What is needed is an exact copy of all the records, written out in full.

****************

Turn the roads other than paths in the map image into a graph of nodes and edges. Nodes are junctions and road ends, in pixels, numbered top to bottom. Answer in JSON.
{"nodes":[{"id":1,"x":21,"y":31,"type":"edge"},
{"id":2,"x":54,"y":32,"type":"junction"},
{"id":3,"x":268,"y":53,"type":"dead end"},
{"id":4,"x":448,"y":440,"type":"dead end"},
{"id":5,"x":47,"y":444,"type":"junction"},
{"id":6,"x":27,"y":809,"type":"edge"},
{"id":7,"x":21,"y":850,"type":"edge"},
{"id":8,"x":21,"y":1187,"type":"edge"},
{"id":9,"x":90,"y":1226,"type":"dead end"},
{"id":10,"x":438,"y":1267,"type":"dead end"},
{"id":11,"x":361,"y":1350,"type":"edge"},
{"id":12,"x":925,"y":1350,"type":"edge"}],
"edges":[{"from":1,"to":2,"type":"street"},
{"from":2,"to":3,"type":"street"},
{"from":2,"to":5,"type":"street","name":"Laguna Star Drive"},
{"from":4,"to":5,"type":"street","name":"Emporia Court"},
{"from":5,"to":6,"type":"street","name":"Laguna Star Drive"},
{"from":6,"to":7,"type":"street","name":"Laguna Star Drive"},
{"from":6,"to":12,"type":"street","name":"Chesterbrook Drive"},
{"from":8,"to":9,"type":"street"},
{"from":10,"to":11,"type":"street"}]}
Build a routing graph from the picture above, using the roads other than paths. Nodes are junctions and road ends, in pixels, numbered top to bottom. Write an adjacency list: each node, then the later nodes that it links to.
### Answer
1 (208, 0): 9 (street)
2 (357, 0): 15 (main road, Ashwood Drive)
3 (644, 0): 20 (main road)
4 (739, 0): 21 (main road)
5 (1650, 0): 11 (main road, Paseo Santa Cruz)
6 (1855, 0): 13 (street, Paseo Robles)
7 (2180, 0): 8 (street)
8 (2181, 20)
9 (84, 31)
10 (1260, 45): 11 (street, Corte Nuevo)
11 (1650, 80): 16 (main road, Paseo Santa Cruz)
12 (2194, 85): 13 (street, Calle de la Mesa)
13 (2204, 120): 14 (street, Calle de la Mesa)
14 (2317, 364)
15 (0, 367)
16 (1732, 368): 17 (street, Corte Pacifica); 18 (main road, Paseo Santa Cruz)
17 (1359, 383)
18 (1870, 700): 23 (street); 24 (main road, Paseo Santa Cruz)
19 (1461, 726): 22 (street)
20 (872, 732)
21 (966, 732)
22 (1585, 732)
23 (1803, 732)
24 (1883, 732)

****************

▶ _Solution to this problem_
Turn the roads other than paths in the map image into a graph of nodes and edges. Nodes are junctions and road ends, in pixels, numbered top to bottom. Answer in JSON.
{"nodes":[{"id":1,"x":21,"y":31,"type":"edge"},
{"id":2,"x":54,"y":32,"type":"junction"},
{"id":3,"x":268,"y":53,"type":"dead end"},
{"id":4,"x":448,"y":440,"type":"dead end"},
{"id":5,"x":47,"y":444,"type":"junction"},
{"id":6,"x":27,"y":809,"type":"edge"},
{"id":7,"x":21,"y":850,"type":"edge"},
{"id":8,"x":21,"y":1187,"type":"edge"},
{"id":9,"x":90,"y":1226,"type":"dead end"},
{"id":10,"x":438,"y":1267,"type":"dead end"},
{"id":11,"x":361,"y":1350,"type":"edge"},
{"id":12,"x":925,"y":1350,"type":"edge"}],
"edges":[{"from":1,"to":2,"type":"street"},
{"from":2,"to":3,"type":"street"},
{"from":2,"to":5,"type":"street","name":"Laguna Star Drive"},
{"from":4,"to":5,"type":"street","name":"Emporia Court"},
{"from":5,"to":6,"type":"street","name":"Laguna Star Drive"},
{"from":6,"to":7,"type":"street","name":"Laguna Star Drive"},
{"from":6,"to":12,"type":"street","name":"Chesterbrook Drive"},
{"from":8,"to":9,"type":"street"},
{"from":10,"to":11,"type":"street"}]}
Build a routing graph from the picture above, using the roads other than paths. Nodes are junctions and road ends, in pixels, numbered top to bottom. Write an adjacency list: each node, then the later nodes that it links to.
### Answer
1 (208, 0): 9 (street)
2 (357, 0): 15 (main road, Ashwood Drive)
3 (644, 0): 20 (main road)
4 (739, 0): 21 (main road)
5 (1650, 0): 11 (main road, Paseo Santa Cruz)
6 (1855, 0): 13 (street, Paseo Robles)
7 (2180, 0): 8 (street)
8 (2181, 20)
9 (84, 31)
10 (1260, 45): 11 (street, Corte Nuevo)
11 (1650, 80): 16 (main road, Paseo Santa Cruz)
12 (2194, 85): 13 (street, Calle de la Mesa)
13 (2204, 120): 14 (street, Calle de la Mesa)
14 (2317, 364)
15 (0, 367)
16 (1732, 368): 17 (street, Corte Pacifica); 18 (main road, Paseo Santa Cruz)
17 (1359, 383)
18 (1870, 700): 23 (street); 24 (main road, Paseo Santa Cruz)
19 (1461, 726): 22 (street)
20 (872, 732)
21 (966, 732)
22 (1585, 732)
23 (1803, 732)
24 (1883, 732)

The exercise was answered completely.